**WHAT IS EXPECTED**
Take the material below and output exactly the run of lines from the one containing "import math" down to the one containing "ctx.push_group_with_content(cairo.CONTENT_ALPHA)", with both included.

**MATERIAL FOR THIS EXERCISE**
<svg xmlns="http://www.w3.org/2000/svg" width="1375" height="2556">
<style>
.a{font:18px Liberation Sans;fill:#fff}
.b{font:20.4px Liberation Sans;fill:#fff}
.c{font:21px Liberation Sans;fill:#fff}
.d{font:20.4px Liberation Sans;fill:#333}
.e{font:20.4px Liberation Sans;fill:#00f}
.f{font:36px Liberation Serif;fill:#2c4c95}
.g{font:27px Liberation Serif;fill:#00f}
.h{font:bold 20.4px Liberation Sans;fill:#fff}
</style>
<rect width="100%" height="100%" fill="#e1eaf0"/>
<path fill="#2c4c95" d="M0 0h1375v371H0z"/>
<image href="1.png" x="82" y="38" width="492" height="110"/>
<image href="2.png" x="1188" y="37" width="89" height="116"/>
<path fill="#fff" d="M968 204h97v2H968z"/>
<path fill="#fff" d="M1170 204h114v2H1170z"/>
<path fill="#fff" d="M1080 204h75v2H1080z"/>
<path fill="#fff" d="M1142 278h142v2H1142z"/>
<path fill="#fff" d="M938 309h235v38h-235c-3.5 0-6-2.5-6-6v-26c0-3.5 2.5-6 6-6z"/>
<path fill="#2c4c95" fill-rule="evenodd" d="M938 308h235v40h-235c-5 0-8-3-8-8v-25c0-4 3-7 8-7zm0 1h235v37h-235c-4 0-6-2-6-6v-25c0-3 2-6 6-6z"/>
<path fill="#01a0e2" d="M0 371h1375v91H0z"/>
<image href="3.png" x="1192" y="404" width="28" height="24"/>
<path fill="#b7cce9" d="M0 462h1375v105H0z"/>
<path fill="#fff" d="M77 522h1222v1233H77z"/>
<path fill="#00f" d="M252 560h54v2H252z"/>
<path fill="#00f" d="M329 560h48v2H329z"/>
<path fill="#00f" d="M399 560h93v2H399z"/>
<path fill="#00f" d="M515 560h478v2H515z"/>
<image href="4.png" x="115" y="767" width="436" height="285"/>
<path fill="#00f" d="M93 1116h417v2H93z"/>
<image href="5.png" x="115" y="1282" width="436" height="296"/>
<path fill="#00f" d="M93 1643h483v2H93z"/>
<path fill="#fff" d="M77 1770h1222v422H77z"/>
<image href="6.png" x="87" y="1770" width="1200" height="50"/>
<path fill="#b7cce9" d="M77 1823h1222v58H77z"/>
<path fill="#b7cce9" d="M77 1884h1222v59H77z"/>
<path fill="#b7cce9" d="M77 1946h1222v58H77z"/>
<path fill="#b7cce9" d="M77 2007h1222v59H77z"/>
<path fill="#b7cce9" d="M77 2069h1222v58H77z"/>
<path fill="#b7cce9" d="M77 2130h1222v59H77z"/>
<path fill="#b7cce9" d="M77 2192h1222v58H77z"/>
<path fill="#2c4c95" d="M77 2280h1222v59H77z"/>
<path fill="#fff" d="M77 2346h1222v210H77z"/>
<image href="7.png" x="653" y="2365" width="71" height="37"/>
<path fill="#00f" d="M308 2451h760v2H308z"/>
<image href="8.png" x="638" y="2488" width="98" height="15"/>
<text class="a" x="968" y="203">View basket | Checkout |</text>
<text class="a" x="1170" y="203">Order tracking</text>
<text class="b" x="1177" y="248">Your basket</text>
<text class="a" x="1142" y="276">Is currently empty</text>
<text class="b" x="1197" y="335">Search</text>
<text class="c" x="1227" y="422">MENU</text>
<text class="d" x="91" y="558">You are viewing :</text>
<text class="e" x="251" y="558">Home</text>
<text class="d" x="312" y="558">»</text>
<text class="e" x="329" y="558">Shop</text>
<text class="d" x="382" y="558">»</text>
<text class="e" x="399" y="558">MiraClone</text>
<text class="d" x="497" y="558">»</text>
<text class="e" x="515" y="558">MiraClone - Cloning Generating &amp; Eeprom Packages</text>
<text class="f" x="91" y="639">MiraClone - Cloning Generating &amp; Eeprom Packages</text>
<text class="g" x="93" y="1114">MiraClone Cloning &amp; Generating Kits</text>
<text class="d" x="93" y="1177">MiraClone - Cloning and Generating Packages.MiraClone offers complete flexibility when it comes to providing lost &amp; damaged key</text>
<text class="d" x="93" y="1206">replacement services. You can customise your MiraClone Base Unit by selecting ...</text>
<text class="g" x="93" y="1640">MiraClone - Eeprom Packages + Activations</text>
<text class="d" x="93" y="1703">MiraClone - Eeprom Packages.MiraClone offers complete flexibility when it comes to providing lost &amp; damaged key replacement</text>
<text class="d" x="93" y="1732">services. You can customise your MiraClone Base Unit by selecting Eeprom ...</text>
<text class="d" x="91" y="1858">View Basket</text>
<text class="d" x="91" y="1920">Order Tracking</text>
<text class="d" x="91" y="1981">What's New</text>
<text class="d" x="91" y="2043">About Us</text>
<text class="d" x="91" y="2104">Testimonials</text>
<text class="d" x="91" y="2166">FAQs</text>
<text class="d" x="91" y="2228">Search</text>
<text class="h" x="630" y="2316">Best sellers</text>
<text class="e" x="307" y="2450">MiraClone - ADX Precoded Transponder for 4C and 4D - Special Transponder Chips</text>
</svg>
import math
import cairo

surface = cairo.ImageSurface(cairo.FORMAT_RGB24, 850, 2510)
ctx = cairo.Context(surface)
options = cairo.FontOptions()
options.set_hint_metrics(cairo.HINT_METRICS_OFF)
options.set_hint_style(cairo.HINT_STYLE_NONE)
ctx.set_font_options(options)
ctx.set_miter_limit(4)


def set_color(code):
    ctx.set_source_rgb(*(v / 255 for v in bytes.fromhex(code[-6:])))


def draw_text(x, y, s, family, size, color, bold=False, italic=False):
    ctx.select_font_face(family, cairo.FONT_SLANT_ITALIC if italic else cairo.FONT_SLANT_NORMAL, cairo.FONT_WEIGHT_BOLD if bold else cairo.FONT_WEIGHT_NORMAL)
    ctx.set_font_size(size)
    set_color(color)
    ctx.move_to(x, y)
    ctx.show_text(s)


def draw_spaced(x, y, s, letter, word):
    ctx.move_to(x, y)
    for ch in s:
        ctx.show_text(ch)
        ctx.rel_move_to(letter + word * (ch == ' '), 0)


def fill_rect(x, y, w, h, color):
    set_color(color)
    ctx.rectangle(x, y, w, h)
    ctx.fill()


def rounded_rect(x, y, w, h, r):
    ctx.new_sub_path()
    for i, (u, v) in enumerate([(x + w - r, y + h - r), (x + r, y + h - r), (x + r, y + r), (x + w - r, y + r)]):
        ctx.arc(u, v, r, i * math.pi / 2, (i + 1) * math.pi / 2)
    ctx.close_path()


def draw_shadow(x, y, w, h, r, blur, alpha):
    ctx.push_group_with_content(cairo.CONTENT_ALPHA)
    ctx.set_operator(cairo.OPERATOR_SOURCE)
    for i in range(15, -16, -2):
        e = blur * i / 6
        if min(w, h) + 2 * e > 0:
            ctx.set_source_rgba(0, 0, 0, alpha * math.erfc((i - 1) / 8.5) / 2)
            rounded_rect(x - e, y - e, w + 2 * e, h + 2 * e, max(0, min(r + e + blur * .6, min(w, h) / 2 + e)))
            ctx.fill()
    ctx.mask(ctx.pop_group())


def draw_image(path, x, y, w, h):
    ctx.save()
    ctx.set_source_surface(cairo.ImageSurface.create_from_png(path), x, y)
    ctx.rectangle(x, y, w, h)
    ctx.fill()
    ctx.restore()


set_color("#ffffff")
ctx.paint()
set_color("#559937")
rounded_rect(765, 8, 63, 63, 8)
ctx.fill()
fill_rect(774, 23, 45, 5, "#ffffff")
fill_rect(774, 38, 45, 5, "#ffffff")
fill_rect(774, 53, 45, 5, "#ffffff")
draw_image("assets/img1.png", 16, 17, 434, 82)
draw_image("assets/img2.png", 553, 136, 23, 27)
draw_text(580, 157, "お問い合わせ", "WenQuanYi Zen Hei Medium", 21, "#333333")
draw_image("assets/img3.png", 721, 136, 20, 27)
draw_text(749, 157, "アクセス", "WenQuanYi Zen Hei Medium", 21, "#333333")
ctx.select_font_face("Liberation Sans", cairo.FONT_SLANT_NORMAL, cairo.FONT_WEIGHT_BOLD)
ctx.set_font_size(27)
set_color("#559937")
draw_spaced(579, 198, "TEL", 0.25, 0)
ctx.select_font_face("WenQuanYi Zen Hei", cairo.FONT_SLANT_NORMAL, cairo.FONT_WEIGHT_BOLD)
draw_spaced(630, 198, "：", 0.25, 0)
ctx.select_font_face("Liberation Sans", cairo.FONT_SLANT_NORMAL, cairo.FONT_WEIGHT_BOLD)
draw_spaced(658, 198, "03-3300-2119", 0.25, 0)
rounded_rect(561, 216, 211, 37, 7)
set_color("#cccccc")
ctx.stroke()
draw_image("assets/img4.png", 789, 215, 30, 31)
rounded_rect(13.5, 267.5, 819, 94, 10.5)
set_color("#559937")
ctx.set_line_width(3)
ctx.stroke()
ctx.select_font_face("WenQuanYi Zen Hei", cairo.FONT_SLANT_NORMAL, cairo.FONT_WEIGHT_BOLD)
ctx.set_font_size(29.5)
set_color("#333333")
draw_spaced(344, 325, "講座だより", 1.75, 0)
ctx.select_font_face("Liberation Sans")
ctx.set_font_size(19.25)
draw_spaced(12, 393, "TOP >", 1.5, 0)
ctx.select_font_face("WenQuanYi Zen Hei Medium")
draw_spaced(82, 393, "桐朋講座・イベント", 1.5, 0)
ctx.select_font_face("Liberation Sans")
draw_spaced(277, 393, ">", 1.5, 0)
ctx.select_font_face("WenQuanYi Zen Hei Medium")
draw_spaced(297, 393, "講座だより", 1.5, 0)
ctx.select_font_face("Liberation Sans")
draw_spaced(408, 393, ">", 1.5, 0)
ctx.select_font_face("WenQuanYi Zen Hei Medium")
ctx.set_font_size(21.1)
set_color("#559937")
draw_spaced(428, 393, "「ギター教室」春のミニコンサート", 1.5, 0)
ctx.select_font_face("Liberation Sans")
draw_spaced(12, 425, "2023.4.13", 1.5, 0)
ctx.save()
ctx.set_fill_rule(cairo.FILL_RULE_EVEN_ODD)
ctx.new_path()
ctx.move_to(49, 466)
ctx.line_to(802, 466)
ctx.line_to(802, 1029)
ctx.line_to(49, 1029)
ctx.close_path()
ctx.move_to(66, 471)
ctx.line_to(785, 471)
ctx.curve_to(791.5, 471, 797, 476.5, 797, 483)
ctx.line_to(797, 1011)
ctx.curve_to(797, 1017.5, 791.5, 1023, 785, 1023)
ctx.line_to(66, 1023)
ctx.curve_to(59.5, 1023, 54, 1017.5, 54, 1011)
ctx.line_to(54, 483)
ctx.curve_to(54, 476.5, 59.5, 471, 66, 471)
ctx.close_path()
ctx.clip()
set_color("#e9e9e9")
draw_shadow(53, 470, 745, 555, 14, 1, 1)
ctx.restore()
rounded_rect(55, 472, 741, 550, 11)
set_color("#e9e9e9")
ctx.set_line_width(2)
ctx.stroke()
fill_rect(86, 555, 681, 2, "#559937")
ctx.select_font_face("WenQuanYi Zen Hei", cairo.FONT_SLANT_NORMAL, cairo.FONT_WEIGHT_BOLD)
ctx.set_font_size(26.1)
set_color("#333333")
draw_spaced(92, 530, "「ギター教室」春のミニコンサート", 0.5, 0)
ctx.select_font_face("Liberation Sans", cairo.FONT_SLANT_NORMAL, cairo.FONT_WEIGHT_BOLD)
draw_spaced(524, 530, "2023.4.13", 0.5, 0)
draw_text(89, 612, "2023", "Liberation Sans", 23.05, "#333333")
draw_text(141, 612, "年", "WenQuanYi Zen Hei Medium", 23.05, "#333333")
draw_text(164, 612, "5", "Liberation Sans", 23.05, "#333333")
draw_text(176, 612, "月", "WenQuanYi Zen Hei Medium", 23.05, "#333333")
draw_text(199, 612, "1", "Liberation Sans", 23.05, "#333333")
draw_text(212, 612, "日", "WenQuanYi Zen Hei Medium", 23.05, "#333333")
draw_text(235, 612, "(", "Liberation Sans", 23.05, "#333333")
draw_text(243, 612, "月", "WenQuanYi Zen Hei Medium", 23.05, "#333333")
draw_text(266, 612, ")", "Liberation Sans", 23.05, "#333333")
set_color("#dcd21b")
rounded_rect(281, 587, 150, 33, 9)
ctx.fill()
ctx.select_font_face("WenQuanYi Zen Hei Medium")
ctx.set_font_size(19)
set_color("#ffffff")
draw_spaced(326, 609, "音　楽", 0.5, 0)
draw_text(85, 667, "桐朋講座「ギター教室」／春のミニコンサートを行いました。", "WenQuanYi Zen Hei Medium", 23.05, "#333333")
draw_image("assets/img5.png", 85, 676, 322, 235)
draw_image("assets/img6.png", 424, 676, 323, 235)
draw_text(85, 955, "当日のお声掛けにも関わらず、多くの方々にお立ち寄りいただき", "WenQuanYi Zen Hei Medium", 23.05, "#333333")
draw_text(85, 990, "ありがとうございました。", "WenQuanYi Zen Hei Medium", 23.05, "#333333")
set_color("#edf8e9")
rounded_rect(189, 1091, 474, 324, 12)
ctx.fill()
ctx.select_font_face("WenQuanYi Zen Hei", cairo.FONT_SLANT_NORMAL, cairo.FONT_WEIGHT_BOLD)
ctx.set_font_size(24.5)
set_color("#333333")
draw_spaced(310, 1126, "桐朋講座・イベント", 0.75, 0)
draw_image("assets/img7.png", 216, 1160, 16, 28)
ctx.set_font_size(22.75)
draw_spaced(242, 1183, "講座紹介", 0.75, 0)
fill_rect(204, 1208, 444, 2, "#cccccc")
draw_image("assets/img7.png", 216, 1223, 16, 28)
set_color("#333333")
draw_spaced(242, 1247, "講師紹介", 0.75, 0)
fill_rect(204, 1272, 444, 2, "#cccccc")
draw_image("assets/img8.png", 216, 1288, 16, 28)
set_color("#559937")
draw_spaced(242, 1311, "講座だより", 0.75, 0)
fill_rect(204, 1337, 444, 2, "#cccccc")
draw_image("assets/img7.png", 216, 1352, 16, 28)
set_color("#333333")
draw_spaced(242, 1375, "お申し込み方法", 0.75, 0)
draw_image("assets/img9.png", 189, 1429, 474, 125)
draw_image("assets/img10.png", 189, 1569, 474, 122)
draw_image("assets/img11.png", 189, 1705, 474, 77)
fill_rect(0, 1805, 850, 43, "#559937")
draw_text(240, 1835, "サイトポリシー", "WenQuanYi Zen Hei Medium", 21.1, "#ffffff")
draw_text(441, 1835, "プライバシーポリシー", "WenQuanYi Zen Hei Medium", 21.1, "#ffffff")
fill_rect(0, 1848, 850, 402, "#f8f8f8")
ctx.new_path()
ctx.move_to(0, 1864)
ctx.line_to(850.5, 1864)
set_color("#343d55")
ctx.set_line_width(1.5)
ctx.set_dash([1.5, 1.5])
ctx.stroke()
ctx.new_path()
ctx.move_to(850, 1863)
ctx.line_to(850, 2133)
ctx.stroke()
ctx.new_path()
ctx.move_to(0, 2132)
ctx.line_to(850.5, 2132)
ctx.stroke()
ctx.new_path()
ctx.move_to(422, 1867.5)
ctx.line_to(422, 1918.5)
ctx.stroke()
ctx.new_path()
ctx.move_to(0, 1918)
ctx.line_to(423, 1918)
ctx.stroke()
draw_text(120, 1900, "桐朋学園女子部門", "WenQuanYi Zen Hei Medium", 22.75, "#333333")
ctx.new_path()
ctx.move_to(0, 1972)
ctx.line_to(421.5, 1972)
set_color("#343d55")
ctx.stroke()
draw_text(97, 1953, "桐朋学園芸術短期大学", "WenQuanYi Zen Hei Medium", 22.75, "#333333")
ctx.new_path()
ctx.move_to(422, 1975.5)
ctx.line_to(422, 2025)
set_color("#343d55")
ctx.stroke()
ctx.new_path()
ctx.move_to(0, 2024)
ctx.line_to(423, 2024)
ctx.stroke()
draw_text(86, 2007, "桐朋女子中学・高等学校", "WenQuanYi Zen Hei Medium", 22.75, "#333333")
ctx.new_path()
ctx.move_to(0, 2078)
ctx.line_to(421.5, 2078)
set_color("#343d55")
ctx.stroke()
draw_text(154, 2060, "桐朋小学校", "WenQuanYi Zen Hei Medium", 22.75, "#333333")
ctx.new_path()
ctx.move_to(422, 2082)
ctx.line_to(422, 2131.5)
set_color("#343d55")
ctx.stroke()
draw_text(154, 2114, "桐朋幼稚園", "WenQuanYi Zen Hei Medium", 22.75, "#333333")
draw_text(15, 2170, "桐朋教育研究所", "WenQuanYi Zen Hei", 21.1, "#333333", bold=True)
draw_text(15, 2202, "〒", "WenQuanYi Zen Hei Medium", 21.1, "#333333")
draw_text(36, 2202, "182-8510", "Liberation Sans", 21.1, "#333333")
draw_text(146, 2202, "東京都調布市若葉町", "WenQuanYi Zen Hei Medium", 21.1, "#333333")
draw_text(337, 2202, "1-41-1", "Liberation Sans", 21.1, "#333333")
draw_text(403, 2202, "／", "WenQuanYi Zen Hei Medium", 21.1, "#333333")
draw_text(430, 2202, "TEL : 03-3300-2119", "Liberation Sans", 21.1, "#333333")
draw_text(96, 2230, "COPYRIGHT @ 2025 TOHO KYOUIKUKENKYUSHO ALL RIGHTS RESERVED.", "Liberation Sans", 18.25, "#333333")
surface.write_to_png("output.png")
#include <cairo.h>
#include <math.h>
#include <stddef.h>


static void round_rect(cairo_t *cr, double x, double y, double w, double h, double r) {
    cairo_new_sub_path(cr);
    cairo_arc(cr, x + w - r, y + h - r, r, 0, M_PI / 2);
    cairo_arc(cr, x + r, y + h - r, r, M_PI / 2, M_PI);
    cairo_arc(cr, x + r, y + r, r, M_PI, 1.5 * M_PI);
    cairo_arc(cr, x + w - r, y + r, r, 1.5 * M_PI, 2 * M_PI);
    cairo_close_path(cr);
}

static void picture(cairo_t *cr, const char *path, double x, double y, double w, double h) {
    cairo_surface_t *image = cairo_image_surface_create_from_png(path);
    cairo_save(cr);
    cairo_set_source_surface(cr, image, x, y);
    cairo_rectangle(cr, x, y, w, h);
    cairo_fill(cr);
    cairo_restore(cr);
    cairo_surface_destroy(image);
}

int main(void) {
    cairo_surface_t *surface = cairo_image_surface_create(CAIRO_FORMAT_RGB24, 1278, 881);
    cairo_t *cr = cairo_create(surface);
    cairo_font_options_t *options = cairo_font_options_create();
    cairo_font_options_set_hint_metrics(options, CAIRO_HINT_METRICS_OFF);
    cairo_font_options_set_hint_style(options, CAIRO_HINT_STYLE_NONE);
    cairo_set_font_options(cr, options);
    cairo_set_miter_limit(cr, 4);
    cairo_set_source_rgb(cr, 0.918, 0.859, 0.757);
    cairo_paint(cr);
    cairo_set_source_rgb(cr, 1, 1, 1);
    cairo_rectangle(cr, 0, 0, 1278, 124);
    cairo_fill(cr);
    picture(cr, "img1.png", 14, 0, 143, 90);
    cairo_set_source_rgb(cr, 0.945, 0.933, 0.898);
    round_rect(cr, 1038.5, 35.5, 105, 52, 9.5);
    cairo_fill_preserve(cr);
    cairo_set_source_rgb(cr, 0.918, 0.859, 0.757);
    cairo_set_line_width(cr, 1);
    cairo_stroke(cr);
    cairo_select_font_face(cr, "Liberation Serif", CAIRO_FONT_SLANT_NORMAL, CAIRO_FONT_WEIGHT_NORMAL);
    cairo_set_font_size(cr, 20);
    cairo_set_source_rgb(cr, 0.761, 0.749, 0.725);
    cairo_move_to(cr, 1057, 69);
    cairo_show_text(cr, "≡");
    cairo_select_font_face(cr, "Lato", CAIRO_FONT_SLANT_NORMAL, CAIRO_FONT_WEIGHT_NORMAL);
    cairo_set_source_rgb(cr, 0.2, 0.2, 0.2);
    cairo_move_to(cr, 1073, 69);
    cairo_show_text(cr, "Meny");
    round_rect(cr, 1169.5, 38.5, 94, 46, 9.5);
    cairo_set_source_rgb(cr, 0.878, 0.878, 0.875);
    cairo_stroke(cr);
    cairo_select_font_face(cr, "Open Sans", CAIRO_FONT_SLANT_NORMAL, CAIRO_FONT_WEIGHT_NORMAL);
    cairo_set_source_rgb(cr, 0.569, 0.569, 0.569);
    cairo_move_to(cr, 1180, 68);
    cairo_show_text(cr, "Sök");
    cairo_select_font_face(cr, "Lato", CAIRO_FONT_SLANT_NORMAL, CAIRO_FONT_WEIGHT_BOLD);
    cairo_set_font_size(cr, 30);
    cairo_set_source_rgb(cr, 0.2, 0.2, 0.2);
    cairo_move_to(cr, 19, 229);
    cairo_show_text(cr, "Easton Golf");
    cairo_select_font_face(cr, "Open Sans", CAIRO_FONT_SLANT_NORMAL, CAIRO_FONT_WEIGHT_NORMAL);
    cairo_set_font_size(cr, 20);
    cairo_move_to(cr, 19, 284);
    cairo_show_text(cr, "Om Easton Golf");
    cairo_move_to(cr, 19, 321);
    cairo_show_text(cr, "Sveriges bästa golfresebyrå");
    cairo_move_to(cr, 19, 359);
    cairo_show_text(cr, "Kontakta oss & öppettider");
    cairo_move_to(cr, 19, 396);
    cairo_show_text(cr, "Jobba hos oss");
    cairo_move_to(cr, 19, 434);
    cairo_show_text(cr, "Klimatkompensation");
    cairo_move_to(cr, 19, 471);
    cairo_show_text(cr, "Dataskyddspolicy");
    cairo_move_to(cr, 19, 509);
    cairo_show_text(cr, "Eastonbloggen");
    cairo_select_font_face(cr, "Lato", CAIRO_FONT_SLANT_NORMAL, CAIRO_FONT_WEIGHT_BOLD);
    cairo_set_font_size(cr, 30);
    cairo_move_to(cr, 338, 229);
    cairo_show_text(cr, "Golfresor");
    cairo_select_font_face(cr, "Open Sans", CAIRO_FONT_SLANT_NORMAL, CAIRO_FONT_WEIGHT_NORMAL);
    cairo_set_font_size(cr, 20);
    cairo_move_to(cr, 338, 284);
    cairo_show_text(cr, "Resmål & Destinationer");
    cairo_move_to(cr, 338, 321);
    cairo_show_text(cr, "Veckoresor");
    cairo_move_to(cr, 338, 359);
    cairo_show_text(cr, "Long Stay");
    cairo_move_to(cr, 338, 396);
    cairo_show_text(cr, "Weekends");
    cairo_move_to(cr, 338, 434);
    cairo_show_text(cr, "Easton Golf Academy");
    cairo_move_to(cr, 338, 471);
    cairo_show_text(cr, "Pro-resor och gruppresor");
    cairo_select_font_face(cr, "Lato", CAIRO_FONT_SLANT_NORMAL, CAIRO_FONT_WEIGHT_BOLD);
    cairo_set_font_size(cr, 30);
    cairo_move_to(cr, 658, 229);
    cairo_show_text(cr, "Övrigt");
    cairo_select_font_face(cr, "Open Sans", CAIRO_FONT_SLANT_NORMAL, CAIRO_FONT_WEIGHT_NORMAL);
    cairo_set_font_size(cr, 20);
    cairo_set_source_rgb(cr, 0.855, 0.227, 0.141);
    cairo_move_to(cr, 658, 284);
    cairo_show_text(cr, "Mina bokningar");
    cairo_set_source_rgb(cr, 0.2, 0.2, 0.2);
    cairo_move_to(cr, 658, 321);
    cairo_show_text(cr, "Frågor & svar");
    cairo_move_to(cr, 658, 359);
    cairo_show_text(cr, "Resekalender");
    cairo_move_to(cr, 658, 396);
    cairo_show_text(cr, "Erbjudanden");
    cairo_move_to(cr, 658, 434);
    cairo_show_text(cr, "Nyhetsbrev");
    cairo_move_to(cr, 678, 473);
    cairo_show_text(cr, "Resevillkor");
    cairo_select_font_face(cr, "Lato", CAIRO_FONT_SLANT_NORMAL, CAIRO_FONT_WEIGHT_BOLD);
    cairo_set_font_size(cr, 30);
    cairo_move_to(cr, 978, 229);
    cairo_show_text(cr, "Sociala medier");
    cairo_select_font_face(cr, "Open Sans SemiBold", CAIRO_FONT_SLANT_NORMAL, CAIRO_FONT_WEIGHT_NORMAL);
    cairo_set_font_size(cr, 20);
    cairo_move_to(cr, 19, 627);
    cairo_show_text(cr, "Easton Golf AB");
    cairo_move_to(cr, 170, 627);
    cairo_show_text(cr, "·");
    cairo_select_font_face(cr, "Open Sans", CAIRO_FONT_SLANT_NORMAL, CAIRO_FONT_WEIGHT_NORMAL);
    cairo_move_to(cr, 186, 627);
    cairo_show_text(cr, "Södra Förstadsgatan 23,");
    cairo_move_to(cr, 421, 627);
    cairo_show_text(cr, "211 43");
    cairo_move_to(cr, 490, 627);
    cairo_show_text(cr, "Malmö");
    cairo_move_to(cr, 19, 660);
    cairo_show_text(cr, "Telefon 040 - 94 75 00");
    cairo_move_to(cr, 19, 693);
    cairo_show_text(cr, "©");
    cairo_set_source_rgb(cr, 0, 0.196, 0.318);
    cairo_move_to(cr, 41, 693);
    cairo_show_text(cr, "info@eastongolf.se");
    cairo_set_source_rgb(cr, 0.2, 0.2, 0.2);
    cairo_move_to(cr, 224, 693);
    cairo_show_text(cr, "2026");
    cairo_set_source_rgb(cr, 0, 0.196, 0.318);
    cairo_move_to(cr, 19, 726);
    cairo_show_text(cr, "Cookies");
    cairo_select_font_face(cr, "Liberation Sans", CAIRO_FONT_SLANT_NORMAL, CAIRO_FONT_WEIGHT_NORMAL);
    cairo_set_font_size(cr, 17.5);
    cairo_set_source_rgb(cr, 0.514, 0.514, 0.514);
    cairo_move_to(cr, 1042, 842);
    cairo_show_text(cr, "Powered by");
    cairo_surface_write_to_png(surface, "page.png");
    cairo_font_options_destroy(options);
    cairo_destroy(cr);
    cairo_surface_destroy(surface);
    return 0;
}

**COMPLETED EXERCISE**
import math
import cairo

surface = cairo.ImageSurface(cairo.FORMAT_RGB24, 850, 2510)
ctx = cairo.Context(surface)
options = cairo.FontOptions()
options.set_hint_metrics(cairo.HINT_METRICS_OFF)
options.set_hint_style(cairo.HINT_STYLE_NONE)
ctx.set_font_options(options)
ctx.set_miter_limit(4)


def set_color(code):
    ctx.set_source_rgb(*(v / 255 for v in bytes.fromhex(code[-6:])))


def draw_text(x, y, s, family, size, color, bold=False, italic=False):
    ctx.select_font_face(family, cairo.FONT_SLANT_ITALIC if italic else cairo.FONT_SLANT_NORMAL, cairo.FONT_WEIGHT_BOLD if bold else cairo.FONT_WEIGHT_NORMAL)
    ctx.set_font_size(size)
    set_color(color)
    ctx.move_to(x, y)
    ctx.show_text(s)


def draw_spaced(x, y, s, letter, word):
    ctx.move_to(x, y)
    for ch in s:
        ctx.show_text(ch)
        ctx.rel_move_to(letter + word * (ch == ' '), 0)


def fill_rect(x, y, w, h, color):
    set_color(color)
    ctx.rectangle(x, y, w, h)
    ctx.fill()


def rounded_rect(x, y, w, h, r):
    ctx.new_sub_path()
    for i, (u, v) in enumerate([(x + w - r, y + h - r), (x + r, y + h - r), (x + r, y + r), (x + w - r, y + r)]):
        ctx.arc(u, v, r, i * math.pi / 2, (i + 1) * math.pi / 2)
    ctx.close_path()


def draw_shadow(x, y, w, h, r, blur, alpha):
    ctx.push_group_with_content(cairo.CONTENT_ALPHA)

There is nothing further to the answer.